Filipo asoció a su hijo al poder, pero sólo sirvió para que le acompañase a la hora de la muerte. Tras una importante victoria sobre los godos, los soldados eligieron al gobernador Decio (249-251) como emperador. Este partió a enfrentarse a Filipo, que recibió la muerte tras la batalla de Verona mientras su jovencísimo hijo era ejecutado en la capital (Pohlsander, 1982). En esos momentos, los romanos eran ya plenamente conscientes de vivir una situación agobiante, plagada de males, y que tendía a empeorar.
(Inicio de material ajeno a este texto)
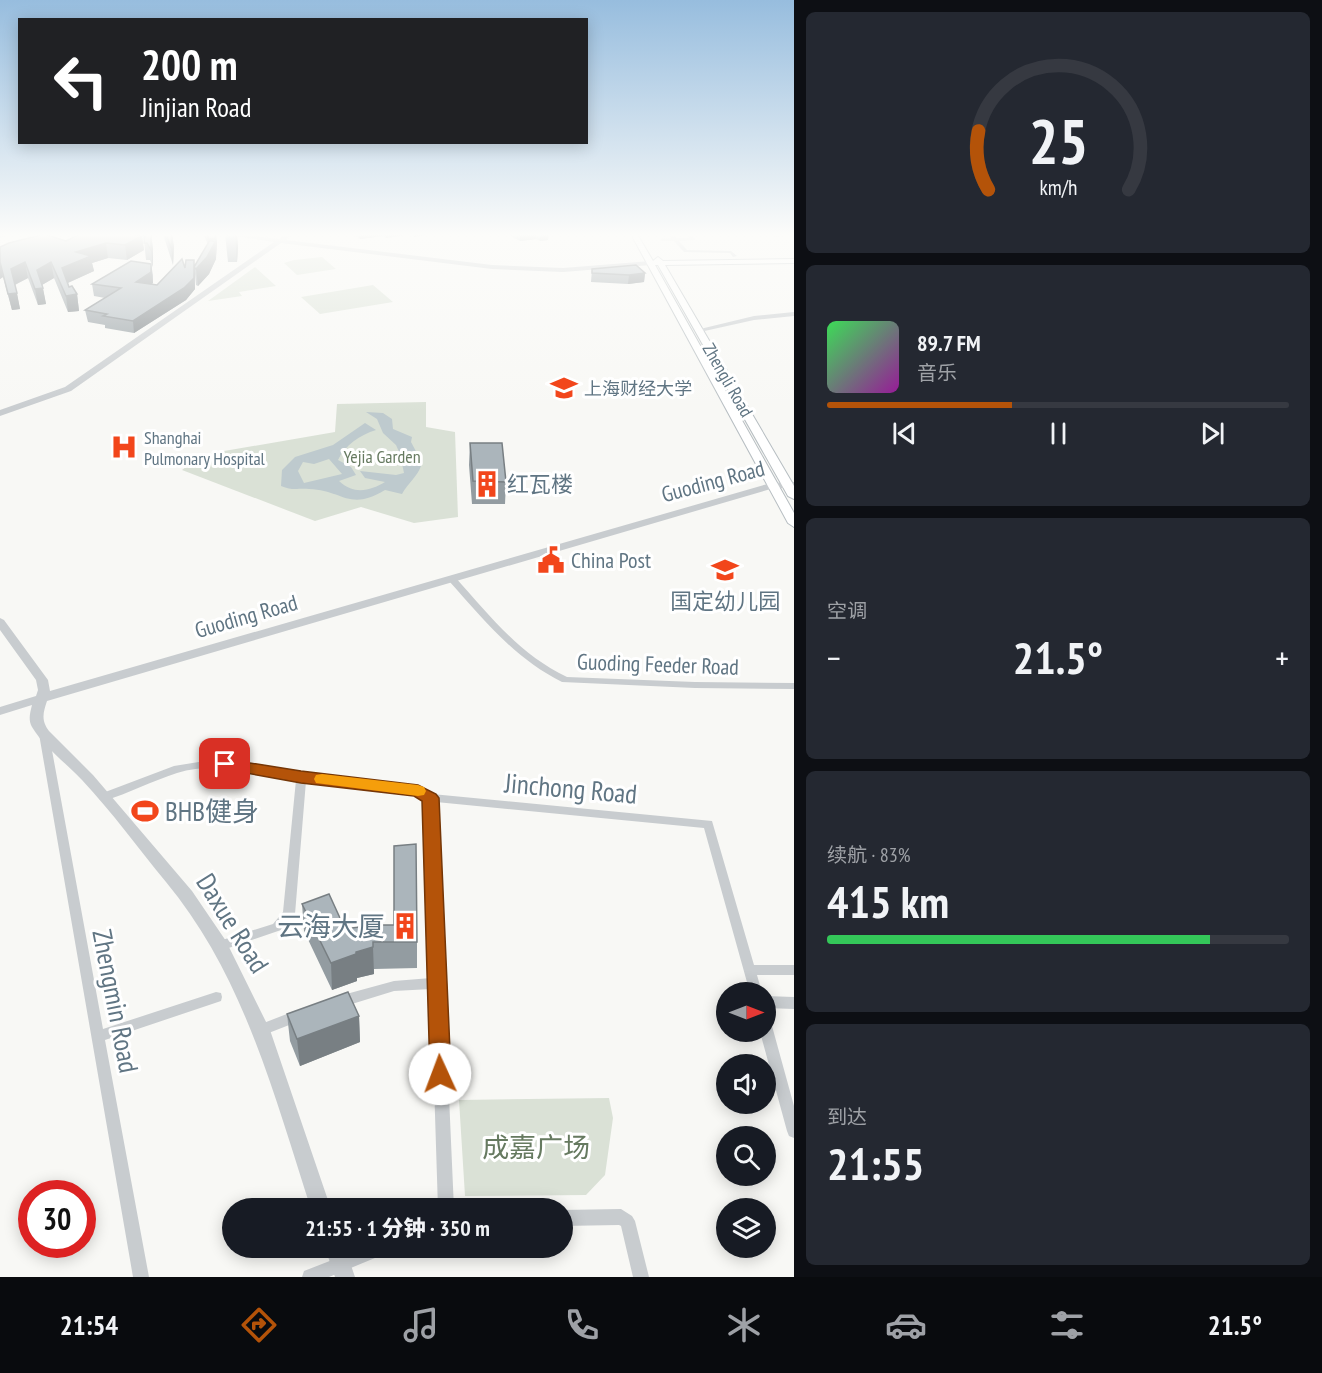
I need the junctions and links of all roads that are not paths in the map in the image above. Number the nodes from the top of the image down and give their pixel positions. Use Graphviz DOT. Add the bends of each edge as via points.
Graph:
graph roads {
  1 [pos="205,294"];
  2 [pos="673,294"];
  3 [pos="676,294"];
  4 [pos="794,314"];
  5 [pos="700,330"];
  6 [pos="0,412"];
  7 [pos="783,486"];
  8 [pos="794,496"];
  9 [pos="794,523"];
  10 [pos="454,581"];
  11 [pos="0,622"];
  12 [pos="794,686"];
  13 [pos="40,701"];
  14 [pos="0,711"];
  15 [pos="0,717"];
  16 [pos="44,734"];
  17 [pos="301,777"];
  18 [pos="104,797"];
  19 [pos="430,798"];
  20 [pos="220,946"];
  21 [pos="749,970"];
  22 [pos="794,970"];
  23 [pos="753,982"];
  24 [pos="437,983"];
  25 [pos="216,997"];
  26 [pos="776,1002"];
  27 [pos="794,1003"];
  28 [pos="326,1006"];
  29 [pos="308,1012"];
  30 [pos="261,1030"];
  31 [pos="99,1036"];
  32 [pos="769,1042"];
  33 [pos="794,1131"];
  34 [pos="317,1198"];
  35 [pos="446,1198"];
  36 [pos="573,1218"];
  37 [pos="340,1263"];
  38 [pos="141,1277"];
  39 [pos="310,1277"];
  40 [pos="641,1277"];
  1 -- 6 [label="street" via="68,389"];
  2 -- 7 [label="main road, Zhengli Road"];
  3 -- 5 [label="main road, Zhengli Road"];
  4 -- 5 [label="street"];
  5 -- 7 [label="main road, Zhengli Road"];
  7 -- 8 [label="main road, Zhengli Road"];
  7 -- 9 [label="main road, Zhengli Road"];
  7 -- 10 [label="street, Guoding Road"];
  10 -- 12 [label="street, Guoding Feeder Road" via="523,654 548,673 566,680"];
  10 -- 13 [label="street, Guoding Road"];
  11 -- 13 [label="street" via="42,680"];
  13 -- 14 [label="street, Guoding Road"];
  13 -- 15 [label="street, Guoding Road"];
  13 -- 16 [label="street" via="35,720"];
  16 -- 18 [label="street, Daxue Road"];
  16 -- 31 [label="street, Zhengmin Road"];
  17 -- 18 [label="street, Jinchong Road" via="225,764 195,765"];
  17 -- 19 [label="street, Jinchong Road" via="418,790"];
  17 -- 20 [label="street" via="289,914 277,927"];
  18 -- 20 [label="street, Daxue Road" via="186,895"];
  19 -- 21 [label="street, Jinchong Road" via="708,824"];
  19 -- 24 [label="street"];
  20 -- 30 [label="street, Daxue Road"];
  21 -- 22 [label="street"];
  21 -- 23 [label="street"];
  24 -- 28 [label="street" via="394,986"];
  24 -- 35 [label="street"];
  25 -- 31 [label="street"];
  26 -- 27 [label="street"];
  29 -- 30 [label="street"];
  30 -- 34 [label="street, Daxue Road"];
  31 -- 38 [label="street, Zhengmin Road"];
  32 -- 33 [label="street"];
  36 -- 40 [label="street" via="621,1217 627,1221"];
  37 -- 39 [label="street"];
}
El emperador Decio ordenó realizar un sacrificio religioso expiatorio a toda la población del Imperio, para pedir ayuda a los dioses en semejante trance. Los cristianos se negaron, y Decio pasó a ser el primer perseguidor considerado como auténtico por la historiografía especializada actual (Clarke, 1969). A las invasiones y saqueos en las fronteras no obstante se unió una epidemia de peste denominada “cipriana” por Cipriano de Cartago, obispo santo que moriría como mártir en 258. Decio marchó a luchar contra los godos, asociando a sus hijos Herenio Etrusco y Hostiliano al poder. Pero tras varias victorias fue emboscado, pereciendo en la batalla de Abritos, en la actual Bulgaria. Herenio Etrusco murió en el mismo lance, lo que dejó el ejército descabezado y a los bárbaros victoriosos y cargados de botín. La tropa eligió emperador a Treboniano Galo (251-253), considerado actualmente como el segundo perseguidor de la Iglesia. Algún autor (Aurelio Víctor 29, 4; también Chronicon Paschale, CCLVII Olympias) acusa a este personaje de traición y participar en la muerte de Decio, aunque la mayoría de los especialistas actuales se niegan a creerlo.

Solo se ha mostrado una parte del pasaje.